Exercise description => In your copy, include every record exactly and no pictures.

Provided material =>
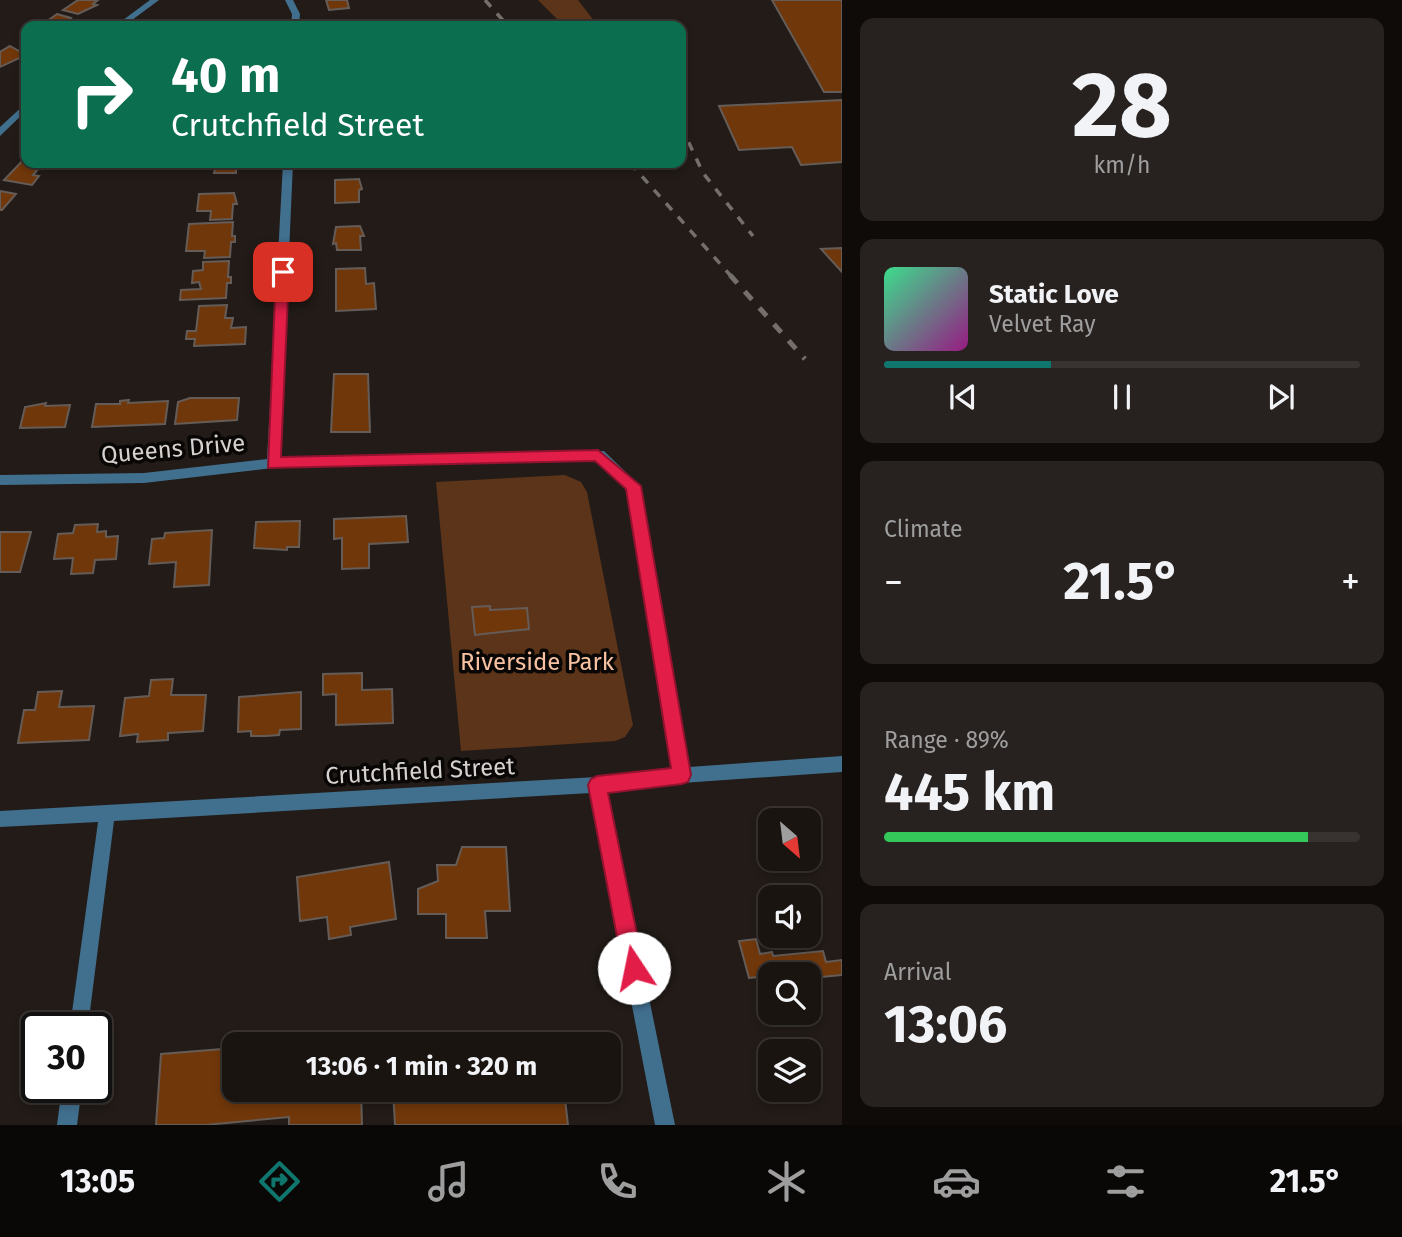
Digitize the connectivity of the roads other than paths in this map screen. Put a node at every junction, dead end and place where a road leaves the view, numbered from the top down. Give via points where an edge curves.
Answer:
1 (155, 0) edge
2 (289, 0) edge
3 (126, 21) edge
4 (295, 21) edge
5 (21, 111) edge
6 (0, 133) edge
7 (288, 168) edge
8 (273, 463) junction
9 (0, 480) edge
10 (842, 764) edge
11 (682, 775) junction
12 (597, 785) junction
13 (107, 814) junction
14 (0, 819) edge
15 (81, 1012) edge
16 (70, 1103) edge
17 (67, 1125) edge
18 (665, 1125) edge

1 - 3 street
2 - 4 street
5 - 6 street
7 - 8 street
8 - 9 street, Queens Drive via 144,478
8 - 11 street, Queens Drive via 598,456 633,486
10 - 11 street, Crutchfield Street
11 - 12 street, Crutchfield Street
12 - 13 street, Crutchfield Street
12 - 18 street
13 - 14 street, Crutchfield Street
13 - 15 street
16 - 17 street

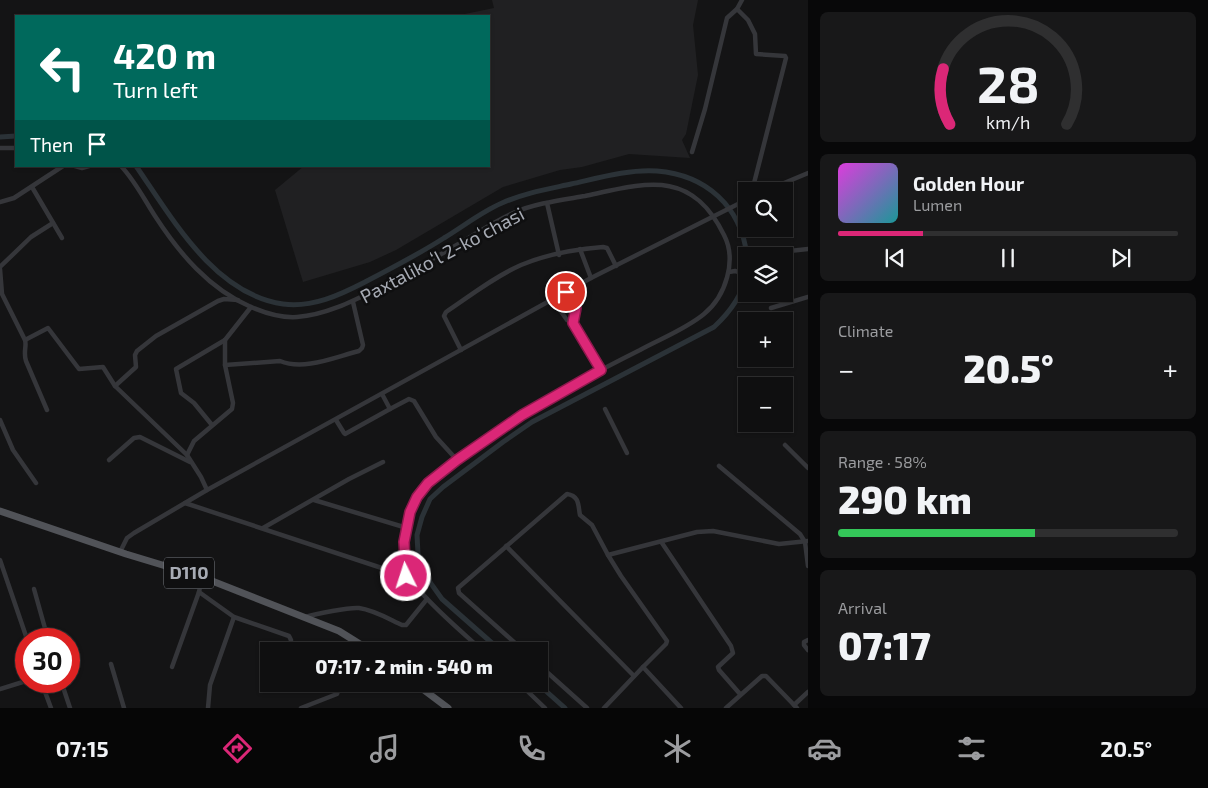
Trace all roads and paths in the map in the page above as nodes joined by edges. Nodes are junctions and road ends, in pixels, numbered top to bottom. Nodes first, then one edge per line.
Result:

Exercise answer =>
Digitize the connectivity of the roads other than paths in this map screen. Put a node at every junction, dead end and place where a road leaves the view, numbered from the top down. Give via points where an edge curves.
Answer:
1 (155, 0) edge
2 (289, 0) edge
3 (126, 21) edge
4 (295, 21) edge
5 (21, 111) edge
6 (0, 133) edge
7 (288, 168) edge
8 (273, 463) junction
9 (0, 480) edge
10 (842, 764) edge
11 (682, 775) junction
12 (597, 785) junction
13 (107, 814) junction
14 (0, 819) edge
15 (81, 1012) edge
16 (70, 1103) edge
17 (67, 1125) edge
18 (665, 1125) edge

1 - 3 street
2 - 4 street
5 - 6 street
7 - 8 street
8 - 9 street, Queens Drive via 144,478
8 - 11 street, Queens Drive via 598,456 633,486
10 - 11 street, Crutchfield Street
11 - 12 street, Crutchfield Street
12 - 13 street, Crutchfield Street
12 - 18 street
13 - 14 street, Crutchfield Street
13 - 15 street
16 - 17 street

Trace all roads and paths in the map in the page above as nodes joined by edges. Nodes are junctions and road ends, in pixels, numbered top to bottom. Nodes first, then one edge per line.
Result:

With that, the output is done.